(Saved data entries)
------------
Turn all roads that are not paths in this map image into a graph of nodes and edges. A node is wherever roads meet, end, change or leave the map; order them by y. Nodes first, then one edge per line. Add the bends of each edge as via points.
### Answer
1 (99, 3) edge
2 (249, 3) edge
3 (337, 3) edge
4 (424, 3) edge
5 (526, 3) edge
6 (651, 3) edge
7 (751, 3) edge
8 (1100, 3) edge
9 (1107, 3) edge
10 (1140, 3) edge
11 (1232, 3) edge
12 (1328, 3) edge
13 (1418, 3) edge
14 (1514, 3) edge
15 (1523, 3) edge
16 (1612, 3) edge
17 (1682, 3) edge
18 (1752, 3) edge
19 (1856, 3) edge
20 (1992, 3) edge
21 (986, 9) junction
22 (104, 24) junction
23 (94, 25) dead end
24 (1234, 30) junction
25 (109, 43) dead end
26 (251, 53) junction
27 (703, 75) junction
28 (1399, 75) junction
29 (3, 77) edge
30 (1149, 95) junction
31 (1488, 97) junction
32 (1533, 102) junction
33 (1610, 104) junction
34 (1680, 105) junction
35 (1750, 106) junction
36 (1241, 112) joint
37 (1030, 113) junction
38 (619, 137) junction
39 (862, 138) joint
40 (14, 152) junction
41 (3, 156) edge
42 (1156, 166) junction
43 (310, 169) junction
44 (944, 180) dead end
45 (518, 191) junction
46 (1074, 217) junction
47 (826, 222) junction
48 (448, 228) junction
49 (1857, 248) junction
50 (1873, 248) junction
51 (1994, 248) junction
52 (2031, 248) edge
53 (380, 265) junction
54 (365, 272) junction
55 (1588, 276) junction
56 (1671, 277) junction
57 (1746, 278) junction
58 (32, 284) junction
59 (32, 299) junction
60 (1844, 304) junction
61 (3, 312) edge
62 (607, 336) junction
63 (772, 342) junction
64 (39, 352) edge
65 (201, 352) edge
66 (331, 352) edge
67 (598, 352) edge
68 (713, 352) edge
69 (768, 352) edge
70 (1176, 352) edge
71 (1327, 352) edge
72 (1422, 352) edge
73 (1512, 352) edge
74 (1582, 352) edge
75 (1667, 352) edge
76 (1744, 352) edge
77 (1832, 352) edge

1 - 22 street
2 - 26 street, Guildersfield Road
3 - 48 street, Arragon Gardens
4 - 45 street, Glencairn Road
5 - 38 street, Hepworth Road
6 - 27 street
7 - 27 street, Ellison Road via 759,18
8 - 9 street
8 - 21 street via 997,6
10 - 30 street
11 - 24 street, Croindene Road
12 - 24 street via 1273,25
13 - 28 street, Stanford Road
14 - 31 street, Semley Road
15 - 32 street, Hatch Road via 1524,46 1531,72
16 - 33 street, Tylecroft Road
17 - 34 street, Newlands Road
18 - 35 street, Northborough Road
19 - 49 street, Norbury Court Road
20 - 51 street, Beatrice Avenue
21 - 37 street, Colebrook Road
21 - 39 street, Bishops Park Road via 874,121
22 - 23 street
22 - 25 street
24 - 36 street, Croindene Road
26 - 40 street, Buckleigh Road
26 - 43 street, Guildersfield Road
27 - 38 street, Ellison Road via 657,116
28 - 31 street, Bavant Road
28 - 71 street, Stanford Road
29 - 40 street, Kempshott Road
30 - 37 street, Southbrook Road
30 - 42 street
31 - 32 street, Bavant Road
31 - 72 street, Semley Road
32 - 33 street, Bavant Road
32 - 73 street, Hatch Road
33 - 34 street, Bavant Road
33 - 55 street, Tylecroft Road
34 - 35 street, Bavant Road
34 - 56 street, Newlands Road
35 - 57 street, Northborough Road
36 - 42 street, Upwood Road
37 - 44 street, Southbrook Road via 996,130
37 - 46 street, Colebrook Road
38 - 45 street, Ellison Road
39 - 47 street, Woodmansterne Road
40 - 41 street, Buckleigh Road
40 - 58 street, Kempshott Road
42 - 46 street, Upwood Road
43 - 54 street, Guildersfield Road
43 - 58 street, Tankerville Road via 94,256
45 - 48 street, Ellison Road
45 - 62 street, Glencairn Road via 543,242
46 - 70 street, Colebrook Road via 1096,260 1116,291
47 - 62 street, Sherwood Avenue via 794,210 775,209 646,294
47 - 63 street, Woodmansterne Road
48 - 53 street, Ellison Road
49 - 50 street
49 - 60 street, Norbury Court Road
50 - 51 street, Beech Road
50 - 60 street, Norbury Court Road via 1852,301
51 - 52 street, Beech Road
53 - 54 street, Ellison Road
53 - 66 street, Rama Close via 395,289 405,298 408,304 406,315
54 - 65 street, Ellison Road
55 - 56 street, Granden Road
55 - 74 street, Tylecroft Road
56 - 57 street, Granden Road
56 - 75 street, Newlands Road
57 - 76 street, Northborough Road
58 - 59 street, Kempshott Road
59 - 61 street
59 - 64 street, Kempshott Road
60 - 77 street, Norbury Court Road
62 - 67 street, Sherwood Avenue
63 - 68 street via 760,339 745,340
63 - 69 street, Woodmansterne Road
------------
• **Instructions for the task**:
Please return every line of the data, unaltered.

• **Task solution**:
Turn all roads that are not paths in this map image into a graph of nodes and edges. A node is wherever roads meet, end, change or leave the map; order them by y. Nodes first, then one edge per line. Add the bends of each edge as via points.
### Answer
1 (99, 3) edge
2 (249, 3) edge
3 (337, 3) edge
4 (424, 3) edge
5 (526, 3) edge
6 (651, 3) edge
7 (751, 3) edge
8 (1100, 3) edge
9 (1107, 3) edge
10 (1140, 3) edge
11 (1232, 3) edge
12 (1328, 3) edge
13 (1418, 3) edge
14 (1514, 3) edge
15 (1523, 3) edge
16 (1612, 3) edge
17 (1682, 3) edge
18 (1752, 3) edge
19 (1856, 3) edge
20 (1992, 3) edge
21 (986, 9) junction
22 (104, 24) junction
23 (94, 25) dead end
24 (1234, 30) junction
25 (109, 43) dead end
26 (251, 53) junction
27 (703, 75) junction
28 (1399, 75) junction
29 (3, 77) edge
30 (1149, 95) junction
31 (1488, 97) junction
32 (1533, 102) junction
33 (1610, 104) junction
34 (1680, 105) junction
35 (1750, 106) junction
36 (1241, 112) joint
37 (1030, 113) junction
38 (619, 137) junction
39 (862, 138) joint
40 (14, 152) junction
41 (3, 156) edge
42 (1156, 166) junction
43 (310, 169) junction
44 (944, 180) dead end
45 (518, 191) junction
46 (1074, 217) junction
47 (826, 222) junction
48 (448, 228) junction
49 (1857, 248) junction
50 (1873, 248) junction
51 (1994, 248) junction
52 (2031, 248) edge
53 (380, 265) junction
54 (365, 272) junction
55 (1588, 276) junction
56 (1671, 277) junction
57 (1746, 278) junction
58 (32, 284) junction
59 (32, 299) junction
60 (1844, 304) junction
61 (3, 312) edge
62 (607, 336) junction
63 (772, 342) junction
64 (39, 352) edge
65 (201, 352) edge
66 (331, 352) edge
67 (598, 352) edge
68 (713, 352) edge
69 (768, 352) edge
70 (1176, 352) edge
71 (1327, 352) edge
72 (1422, 352) edge
73 (1512, 352) edge
74 (1582, 352) edge
75 (1667, 352) edge
76 (1744, 352) edge
77 (1832, 352) edge

1 - 22 street
2 - 26 street, Guildersfield Road
3 - 48 street, Arragon Gardens
4 - 45 street, Glencairn Road
5 - 38 street, Hepworth Road
6 - 27 street
7 - 27 street, Ellison Road via 759,18
8 - 9 street
8 - 21 street via 997,6
10 - 30 street
11 - 24 street, Croindene Road
12 - 24 street via 1273,25
13 - 28 street, Stanford Road
14 - 31 street, Semley Road
15 - 32 street, Hatch Road via 1524,46 1531,72
16 - 33 street, Tylecroft Road
17 - 34 street, Newlands Road
18 - 35 street, Northborough Road
19 - 49 street, Norbury Court Road
20 - 51 street, Beatrice Avenue
21 - 37 street, Colebrook Road
21 - 39 street, Bishops Park Road via 874,121
22 - 23 street
22 - 25 street
24 - 36 street, Croindene Road
26 - 40 street, Buckleigh Road
26 - 43 street, Guildersfield Road
27 - 38 street, Ellison Road via 657,116
28 - 31 street, Bavant Road
28 - 71 street, Stanford Road
29 - 40 street, Kempshott Road
30 - 37 street, Southbrook Road
30 - 42 street
31 - 32 street, Bavant Road
31 - 72 street, Semley Road
32 - 33 street, Bavant Road
32 - 73 street, Hatch Road
33 - 34 street, Bavant Road
33 - 55 street, Tylecroft Road
34 - 35 street, Bavant Road
34 - 56 street, Newlands Road
35 - 57 street, Northborough Road
36 - 42 street, Upwood Road
37 - 44 street, Southbrook Road via 996,130
37 - 46 street, Colebrook Road
38 - 45 street, Ellison Road
39 - 47 street, Woodmansterne Road
40 - 41 street, Buckleigh Road
40 - 58 street, Kempshott Road
42 - 46 street, Upwood Road
43 - 54 street, Guildersfield Road
43 - 58 street, Tankerville Road via 94,256
45 - 48 street, Ellison Road
45 - 62 street, Glencairn Road via 543,242
46 - 70 street, Colebrook Road via 1096,260 1116,291
47 - 62 street, Sherwood Avenue via 794,210 775,209 646,294
47 - 63 street, Woodmansterne Road
48 - 53 street, Ellison Road
49 - 50 street
49 - 60 street, Norbury Court Road
50 - 51 street, Beech Road
50 - 60 street, Norbury Court Road via 1852,301
51 - 52 street, Beech Road
53 - 54 street, Ellison Road
53 - 66 street, Rama Close via 395,289 405,298 408,304 406,315
54 - 65 street, Ellison Road
55 - 56 street, Granden Road
55 - 74 street, Tylecroft Road
56 - 57 street, Granden Road
56 - 75 street, Newlands Road
57 - 76 street, Northborough Road
58 - 59 street, Kempshott Road
59 - 61 street
59 - 64 street, Kempshott Road
60 - 77 street, Norbury Court Road
62 - 67 street, Sherwood Avenue
63 - 68 street via 760,339 745,340
63 - 69 street, Woodmansterne Road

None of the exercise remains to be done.